Norway is to become the first country in the world to switch off analogue FM radio in favour of digital services. The country will switch off FM by 2017 and switch entirely over to DAB and internet radio broadcasting, once again raising the question of when - or even if - the UK will be in a position to do likewise?

The UK completed the transition from analogue to digital television in late 2012, but has found it much more of a struggle to get people to give up on analogue FM and AM radio. As far back as 2007, broadcasting regulator Ofcom began discussing the possibility of a digital radio switchover. Back then it predicted that 90% of all radio listening would be performed on digital platforms on 2017.

Although Ofcom didn't set a target date for the switchover in 2007, it clearly thought we'd be well on the way to a transition by now. Commercial radio licences were renewed every 12 years back then, but Ofcom proposed to make that period shorter so that it had the option to reuse the analogue spectrum. "While we do not currently propose that a date should be set for the switch-off of analogue (FM and AM) radio, we should aim to maximise flexibility in the licensing system so as to be able to free-up that spectrum for other uses, when the time is right," Ofcom stated in its consultation paper, The Future of Radio.

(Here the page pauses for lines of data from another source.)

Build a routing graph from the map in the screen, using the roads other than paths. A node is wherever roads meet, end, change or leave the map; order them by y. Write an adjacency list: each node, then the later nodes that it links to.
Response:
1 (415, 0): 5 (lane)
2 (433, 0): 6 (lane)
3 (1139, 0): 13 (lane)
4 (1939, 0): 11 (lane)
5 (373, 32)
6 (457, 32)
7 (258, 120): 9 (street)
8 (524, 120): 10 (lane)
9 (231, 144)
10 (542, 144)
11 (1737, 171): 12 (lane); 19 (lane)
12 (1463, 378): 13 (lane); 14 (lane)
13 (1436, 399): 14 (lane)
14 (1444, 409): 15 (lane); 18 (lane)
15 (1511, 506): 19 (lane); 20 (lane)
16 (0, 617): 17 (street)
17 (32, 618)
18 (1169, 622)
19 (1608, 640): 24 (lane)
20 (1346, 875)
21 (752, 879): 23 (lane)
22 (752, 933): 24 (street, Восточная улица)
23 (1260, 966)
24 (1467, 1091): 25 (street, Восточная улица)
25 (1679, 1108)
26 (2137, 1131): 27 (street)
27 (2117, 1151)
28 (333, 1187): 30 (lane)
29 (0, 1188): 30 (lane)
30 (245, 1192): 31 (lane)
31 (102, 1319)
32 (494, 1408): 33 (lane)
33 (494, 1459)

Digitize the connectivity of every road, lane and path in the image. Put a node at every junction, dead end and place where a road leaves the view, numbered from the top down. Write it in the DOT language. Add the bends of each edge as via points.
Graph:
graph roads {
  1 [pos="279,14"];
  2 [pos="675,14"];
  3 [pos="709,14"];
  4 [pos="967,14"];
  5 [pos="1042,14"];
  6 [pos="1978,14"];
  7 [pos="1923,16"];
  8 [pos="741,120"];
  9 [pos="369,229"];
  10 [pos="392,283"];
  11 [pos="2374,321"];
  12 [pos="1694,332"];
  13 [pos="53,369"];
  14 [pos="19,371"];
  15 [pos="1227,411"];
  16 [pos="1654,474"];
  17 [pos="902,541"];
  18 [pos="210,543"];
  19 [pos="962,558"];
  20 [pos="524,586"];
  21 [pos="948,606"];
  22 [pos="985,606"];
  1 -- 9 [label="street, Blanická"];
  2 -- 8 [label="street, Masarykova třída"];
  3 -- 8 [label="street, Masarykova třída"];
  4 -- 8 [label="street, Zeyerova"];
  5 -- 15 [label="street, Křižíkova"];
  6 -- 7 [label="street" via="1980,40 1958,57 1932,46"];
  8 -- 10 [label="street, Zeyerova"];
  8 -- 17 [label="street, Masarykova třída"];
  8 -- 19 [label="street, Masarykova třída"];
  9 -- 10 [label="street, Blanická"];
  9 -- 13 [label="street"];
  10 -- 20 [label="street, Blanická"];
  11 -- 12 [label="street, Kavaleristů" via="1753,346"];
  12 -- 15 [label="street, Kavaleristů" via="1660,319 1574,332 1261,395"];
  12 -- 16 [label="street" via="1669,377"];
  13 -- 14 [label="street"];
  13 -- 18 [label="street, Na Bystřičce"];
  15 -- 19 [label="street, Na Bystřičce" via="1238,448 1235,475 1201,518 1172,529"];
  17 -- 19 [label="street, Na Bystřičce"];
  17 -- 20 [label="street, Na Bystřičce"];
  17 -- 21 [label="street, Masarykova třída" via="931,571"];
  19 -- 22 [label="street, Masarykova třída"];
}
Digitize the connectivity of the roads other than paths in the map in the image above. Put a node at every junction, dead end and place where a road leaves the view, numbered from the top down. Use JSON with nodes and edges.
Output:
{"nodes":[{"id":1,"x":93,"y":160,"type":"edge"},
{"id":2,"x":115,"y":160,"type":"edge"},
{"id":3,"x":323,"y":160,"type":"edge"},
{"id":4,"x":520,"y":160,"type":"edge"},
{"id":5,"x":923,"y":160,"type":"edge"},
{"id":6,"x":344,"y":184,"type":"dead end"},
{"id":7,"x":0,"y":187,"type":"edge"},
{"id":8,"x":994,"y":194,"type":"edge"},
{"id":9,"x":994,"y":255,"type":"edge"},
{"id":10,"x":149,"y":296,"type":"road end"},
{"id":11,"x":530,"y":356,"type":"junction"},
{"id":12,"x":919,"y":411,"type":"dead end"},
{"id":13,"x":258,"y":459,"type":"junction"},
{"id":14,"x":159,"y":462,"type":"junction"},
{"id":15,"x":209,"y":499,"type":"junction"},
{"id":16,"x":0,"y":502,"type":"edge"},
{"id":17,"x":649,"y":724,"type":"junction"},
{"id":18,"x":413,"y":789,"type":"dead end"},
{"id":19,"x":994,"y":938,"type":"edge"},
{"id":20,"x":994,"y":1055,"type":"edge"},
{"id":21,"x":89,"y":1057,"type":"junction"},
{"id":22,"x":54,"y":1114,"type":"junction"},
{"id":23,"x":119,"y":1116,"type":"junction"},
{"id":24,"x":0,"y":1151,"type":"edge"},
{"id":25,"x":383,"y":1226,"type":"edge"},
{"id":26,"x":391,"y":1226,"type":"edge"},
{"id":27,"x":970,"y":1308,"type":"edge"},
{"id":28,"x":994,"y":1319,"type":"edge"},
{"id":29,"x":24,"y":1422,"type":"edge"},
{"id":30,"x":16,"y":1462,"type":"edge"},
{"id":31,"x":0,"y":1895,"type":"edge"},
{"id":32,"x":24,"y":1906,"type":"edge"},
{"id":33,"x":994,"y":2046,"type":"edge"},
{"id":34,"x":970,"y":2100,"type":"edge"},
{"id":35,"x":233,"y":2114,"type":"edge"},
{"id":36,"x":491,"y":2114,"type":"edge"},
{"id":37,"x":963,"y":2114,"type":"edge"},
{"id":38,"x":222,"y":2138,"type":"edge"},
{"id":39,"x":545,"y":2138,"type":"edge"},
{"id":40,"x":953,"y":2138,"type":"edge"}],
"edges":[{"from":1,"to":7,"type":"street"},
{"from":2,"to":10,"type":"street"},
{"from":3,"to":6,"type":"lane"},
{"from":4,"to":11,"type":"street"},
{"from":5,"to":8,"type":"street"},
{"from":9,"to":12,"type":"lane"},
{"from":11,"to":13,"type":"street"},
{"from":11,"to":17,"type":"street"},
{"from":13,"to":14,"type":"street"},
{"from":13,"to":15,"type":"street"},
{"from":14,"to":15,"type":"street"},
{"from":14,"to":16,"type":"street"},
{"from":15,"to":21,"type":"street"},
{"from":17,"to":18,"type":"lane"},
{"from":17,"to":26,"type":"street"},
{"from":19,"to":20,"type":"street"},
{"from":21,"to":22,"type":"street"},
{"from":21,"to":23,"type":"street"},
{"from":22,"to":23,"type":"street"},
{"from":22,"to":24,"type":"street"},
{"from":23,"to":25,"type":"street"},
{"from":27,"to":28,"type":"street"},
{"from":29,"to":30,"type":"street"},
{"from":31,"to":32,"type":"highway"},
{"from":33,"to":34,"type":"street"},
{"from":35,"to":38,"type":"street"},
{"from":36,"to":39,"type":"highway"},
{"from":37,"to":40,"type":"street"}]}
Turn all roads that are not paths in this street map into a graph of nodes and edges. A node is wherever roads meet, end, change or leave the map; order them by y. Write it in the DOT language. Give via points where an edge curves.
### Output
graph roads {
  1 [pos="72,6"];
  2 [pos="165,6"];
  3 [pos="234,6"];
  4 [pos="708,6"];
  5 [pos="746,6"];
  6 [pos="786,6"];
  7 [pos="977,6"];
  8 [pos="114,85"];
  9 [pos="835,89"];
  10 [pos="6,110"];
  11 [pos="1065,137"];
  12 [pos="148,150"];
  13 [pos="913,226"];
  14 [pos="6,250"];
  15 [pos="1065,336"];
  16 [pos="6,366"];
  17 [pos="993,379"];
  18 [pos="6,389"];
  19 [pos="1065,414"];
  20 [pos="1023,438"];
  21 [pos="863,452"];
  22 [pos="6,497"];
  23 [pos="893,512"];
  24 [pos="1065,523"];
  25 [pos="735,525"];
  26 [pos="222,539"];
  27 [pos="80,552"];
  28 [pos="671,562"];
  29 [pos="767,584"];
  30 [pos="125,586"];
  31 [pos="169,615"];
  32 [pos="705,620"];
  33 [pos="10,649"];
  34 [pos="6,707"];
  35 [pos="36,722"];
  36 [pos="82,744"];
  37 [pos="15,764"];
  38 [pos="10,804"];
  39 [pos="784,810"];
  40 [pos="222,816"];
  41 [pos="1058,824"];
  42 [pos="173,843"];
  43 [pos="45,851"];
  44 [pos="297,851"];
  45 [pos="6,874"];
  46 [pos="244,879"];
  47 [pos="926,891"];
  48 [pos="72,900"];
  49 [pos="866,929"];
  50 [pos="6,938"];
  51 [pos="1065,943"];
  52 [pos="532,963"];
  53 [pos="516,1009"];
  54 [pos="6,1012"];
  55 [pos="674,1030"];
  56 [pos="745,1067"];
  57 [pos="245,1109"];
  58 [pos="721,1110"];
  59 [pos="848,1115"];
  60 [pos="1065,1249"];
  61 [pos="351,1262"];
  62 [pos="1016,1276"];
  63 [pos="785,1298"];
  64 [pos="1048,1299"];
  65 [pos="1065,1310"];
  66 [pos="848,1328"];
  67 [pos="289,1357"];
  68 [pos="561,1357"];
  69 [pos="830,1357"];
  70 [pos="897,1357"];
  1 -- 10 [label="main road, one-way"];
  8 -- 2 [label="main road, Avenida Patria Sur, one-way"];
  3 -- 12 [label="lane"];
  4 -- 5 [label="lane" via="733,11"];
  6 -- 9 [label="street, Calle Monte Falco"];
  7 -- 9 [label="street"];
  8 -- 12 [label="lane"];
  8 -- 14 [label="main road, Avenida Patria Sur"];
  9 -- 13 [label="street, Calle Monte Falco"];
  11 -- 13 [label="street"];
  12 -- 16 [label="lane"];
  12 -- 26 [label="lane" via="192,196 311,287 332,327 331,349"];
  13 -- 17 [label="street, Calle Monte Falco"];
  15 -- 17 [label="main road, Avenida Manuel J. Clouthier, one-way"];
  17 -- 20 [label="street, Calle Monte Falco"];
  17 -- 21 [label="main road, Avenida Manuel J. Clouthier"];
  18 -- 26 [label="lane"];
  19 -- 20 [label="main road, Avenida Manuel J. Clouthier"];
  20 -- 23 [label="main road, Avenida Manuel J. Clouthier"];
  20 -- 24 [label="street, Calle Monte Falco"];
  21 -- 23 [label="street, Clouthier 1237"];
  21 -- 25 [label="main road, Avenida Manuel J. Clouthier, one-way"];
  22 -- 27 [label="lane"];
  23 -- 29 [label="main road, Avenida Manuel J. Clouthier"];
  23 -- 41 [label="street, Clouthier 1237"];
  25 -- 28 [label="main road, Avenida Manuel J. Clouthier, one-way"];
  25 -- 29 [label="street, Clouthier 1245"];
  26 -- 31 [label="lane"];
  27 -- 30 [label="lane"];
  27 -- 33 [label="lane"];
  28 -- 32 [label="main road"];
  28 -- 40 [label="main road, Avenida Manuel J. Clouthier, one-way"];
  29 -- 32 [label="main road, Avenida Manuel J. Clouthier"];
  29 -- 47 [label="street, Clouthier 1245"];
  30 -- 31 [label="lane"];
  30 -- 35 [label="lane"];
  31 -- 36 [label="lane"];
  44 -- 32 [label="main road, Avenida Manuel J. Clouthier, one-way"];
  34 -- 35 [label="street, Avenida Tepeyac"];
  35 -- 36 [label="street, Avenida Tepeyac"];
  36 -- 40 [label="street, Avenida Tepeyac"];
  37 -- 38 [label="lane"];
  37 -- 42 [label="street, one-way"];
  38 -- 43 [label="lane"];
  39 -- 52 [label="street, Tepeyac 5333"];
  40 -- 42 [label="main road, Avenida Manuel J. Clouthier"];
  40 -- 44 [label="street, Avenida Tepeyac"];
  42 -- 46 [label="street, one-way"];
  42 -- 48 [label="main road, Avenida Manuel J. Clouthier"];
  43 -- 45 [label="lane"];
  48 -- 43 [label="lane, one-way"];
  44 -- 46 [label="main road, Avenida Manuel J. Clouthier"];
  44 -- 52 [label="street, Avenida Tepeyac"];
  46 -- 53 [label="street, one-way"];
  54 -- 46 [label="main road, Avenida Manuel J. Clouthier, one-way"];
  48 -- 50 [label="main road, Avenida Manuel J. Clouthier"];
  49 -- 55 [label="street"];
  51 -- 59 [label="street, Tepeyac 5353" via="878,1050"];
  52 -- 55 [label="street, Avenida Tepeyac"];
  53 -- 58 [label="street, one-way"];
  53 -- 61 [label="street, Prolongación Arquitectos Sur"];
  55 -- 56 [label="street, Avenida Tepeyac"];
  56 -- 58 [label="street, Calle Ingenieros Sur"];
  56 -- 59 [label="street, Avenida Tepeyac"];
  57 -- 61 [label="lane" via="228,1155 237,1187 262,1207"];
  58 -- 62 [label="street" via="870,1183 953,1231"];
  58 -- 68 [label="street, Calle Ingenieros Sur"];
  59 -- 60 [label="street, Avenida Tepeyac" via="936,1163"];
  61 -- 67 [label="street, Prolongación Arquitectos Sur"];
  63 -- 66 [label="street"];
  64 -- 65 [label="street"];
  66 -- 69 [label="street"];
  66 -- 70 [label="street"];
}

Two years later, the Digital Britain report - authored by former Ofcom chief Lord Carter - set a target date of the end of this year for the digital radio switchover. Even then, however, Carter admitted that "the biggest barrier to radio's digital future is a lack of clarity and commitment to the DAB platform".

Is there any prospect of a digital radio switchover in the near future? None whatsoever. In late 2013, culture minister Ed Vaizey said that setting a target date for an AM/FM switch-off was unrealistic when only a third of radio listening was being received from digital stations.

"In spite of recent progress, the current rate of digital listening has not yet reached 40%," he stated in a written ministerial statement. "We have always been clear that the switch to digital must be consumer-led rather than government imposed. Therefore, we do not believe that now is the time to commit to a switchover. Nonetheless, we want to maintain the positive industry action to promote digital listening, because we know that consumers like the clearer sound and ease of tuning, not to mention the wide range of content offered."

Car radio

One of the biggest barriers to a switchover is car radios. Even now, only just over 60% of new cars are sold with digital radios, according to the latest figures from Digital Radio UK. Of the 20 top selling car brands, only five fit DAB models as standard across their entire range. And that's not to mention the tens of millions of old models that still have AM/FM radios fitted. Just one in 20 car owners had a digital radio when Vaizey made his statement 18 months ago.

Given that around a fifth of all radio listening takes place in the car, there's almost no chance that we're going to see national channels going digital-only before the end of the decade.